In R files, anything following the # sign is a comment. That is helpful if you want to annotate your R files.
print(mean(1,2,3)) # this line prints the average of 1,2,3, that is 2
R is a programming language
In R, you have variables, functions, and arguments.
A variable is a piece of information. There are different types of variables, such as numbers, strings, and booleans. Variables can be concatenated into vectors and tables.
A vector is simply a series of variables, such as 1,2,3,4,5.
Apart from vectors, a table (or data frame) is a common way of storing information. A spreadsheet is essentially a table.
Functions process information. For example, the function mean calculates the mean score of its arguments.
R can be used to do statistical calculations and to plot statistical data.

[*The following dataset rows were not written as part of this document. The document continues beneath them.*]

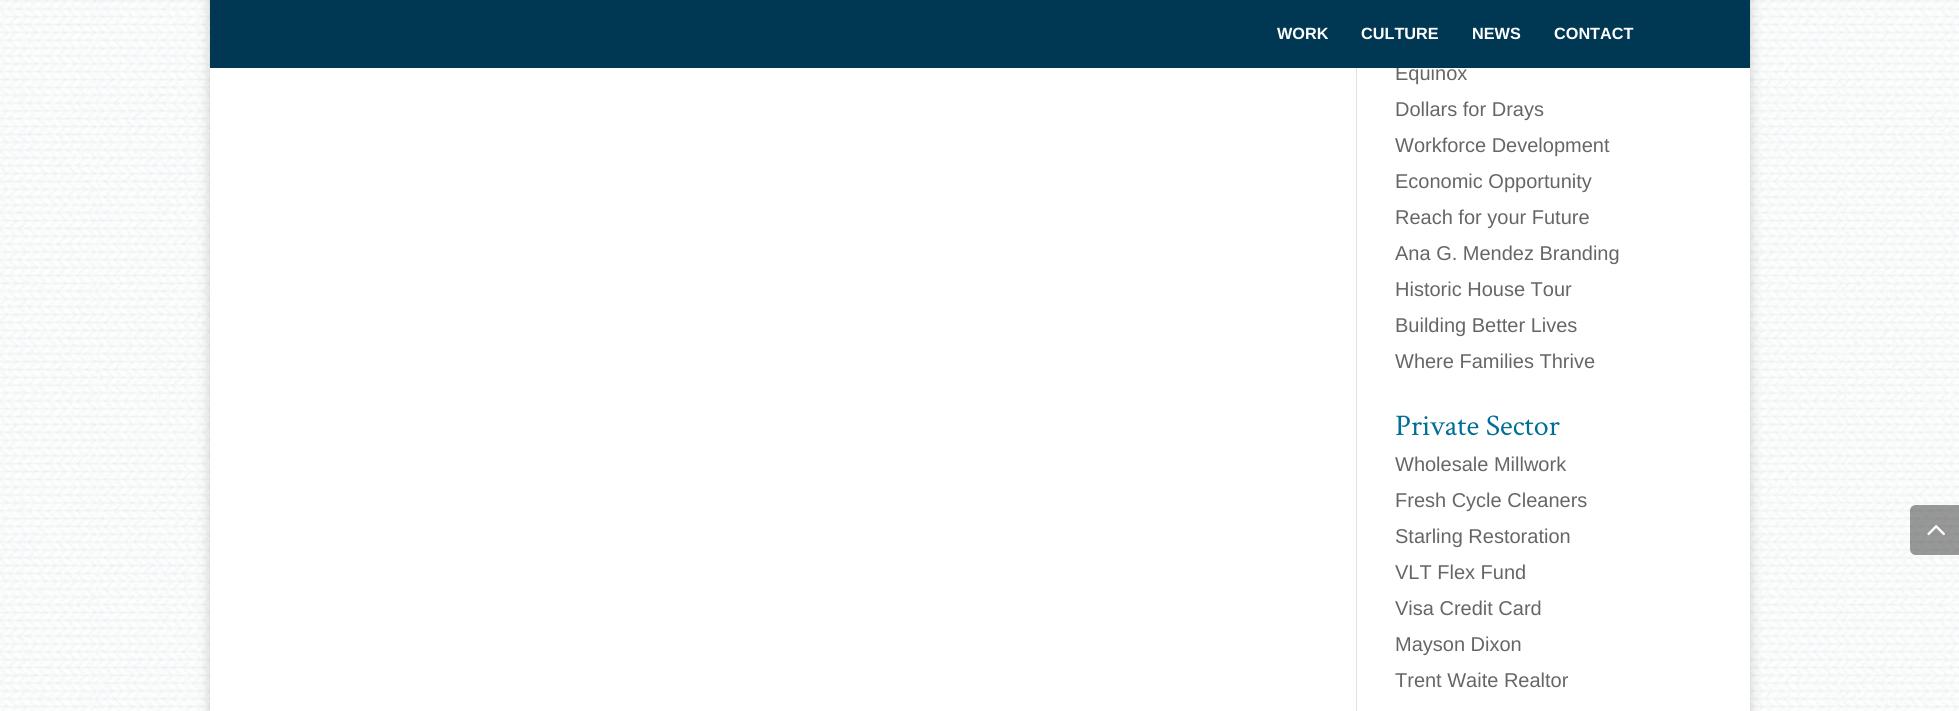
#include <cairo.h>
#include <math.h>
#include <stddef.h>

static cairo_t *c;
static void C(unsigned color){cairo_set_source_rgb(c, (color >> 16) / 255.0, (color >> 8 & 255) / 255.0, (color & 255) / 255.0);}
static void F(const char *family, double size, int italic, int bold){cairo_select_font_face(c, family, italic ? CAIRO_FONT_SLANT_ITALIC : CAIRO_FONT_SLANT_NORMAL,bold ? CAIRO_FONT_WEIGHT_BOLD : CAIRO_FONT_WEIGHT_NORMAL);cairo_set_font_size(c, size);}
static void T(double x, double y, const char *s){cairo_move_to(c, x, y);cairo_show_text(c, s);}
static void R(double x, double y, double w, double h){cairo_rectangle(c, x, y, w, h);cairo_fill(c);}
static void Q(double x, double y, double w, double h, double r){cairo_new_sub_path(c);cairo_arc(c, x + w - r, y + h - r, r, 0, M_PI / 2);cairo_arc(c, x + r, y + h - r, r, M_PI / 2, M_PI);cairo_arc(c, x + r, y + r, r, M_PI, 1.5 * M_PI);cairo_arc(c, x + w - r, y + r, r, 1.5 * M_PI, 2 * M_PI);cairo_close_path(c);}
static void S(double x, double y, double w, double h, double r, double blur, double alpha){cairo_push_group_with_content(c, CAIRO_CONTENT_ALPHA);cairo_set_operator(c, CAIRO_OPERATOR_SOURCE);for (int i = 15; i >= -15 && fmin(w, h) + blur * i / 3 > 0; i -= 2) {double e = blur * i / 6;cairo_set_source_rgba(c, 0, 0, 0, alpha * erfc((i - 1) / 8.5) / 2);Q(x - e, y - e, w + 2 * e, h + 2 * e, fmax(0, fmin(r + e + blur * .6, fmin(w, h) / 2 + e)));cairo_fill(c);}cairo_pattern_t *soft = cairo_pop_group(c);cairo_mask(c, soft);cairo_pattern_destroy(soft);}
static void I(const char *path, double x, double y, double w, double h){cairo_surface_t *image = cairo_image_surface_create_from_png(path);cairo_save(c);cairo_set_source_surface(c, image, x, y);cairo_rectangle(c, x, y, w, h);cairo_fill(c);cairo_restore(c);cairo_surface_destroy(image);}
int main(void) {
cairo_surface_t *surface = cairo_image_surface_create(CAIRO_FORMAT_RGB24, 1959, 711);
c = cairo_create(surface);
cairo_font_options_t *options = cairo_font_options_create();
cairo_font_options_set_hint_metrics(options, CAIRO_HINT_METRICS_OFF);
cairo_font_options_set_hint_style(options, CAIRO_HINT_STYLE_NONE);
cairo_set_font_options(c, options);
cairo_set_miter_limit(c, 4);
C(0xffffff);
cairo_paint(c);
I("1.png",0,0,1959,711);
C(0x000000);
S(210,-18,1540,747,0,6,.2);
C(0xffffff);
R(210,68,1540,643);
F("Liberation Sans",20,0,0);
C(0x666666);
T(1395,80,"Equinox");
C(0x003854);
R(210,0,1540,68);
F("Liberation Sans",16.25,0,1);
C(0xffffff);
T(1277,39,"WORK");
T(1361,39,"CULTURE");
T(1472,39,"NEWS");
T(1554,39,"CONTACT");
C(0xe2e2e2);
R(1356,68,1,643);
F("Liberation Sans",20,0,0);
C(0x666666);
T(1395,116,"Dollars for Drays");
T(1395,152,"Workforce Development");
T(1395,188,"Economic Opportunity");
T(1395,224,"Reach for your Future");
T(1395,260,"Ana G. Mendez Branding");
T(1395,296,"Historic House Tour");
T(1395,332,"Building Better Lives");
T(1395,368,"Where Families Thrive");
F("Crimson Text",30,0,0);
C(0x016e96);
T(1395,435,"Private Sector");
F("Liberation Sans",20,0,0);
C(0x666666);
T(1395,471,"Wholesale Millwork");
T(1395,507,"Fresh Cycle Cleaners");
T(1395,543,"Starling Restoration");
T(1395,579,"VLT Flex Fund");
T(1395,615,"Visa Credit Card");
T(1395,651,"Mayson Dixon");
T(1395,687,"Trent Waite Realtor");
cairo_set_source_rgba(c,0,0,0,0.4);
cairo_new_path(c);
cairo_move_to(c,1916,505);
cairo_line_to(c,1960,505);
cairo_line_to(c,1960,555);
cairo_line_to(c,1916,555);
cairo_curve_to(c,1912.5,555,1910,552.5,1910,549);
cairo_line_to(c,1910,511);
cairo_curve_to(c,1910,507.5,1912.5,505,1916,505);
cairo_close_path(c);
cairo_fill(c);
I("2.png",1927,525,18,11);
cairo_surface_write_to_png(surface, "o.png");
cairo_font_options_destroy(options);
cairo_destroy(c);
cairo_surface_destroy(surface);
return 0;
}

You can manually type commands into R or you can source a file in which the very same commands are stored. This makes it possible to re-run the same analysis. Comments help you to describe what source files are for and start with the # sign.
And what now?
So far, you have only learned some absolute basics about R. But it helps you to understand the R files and maybe to make some minor changes to the R files.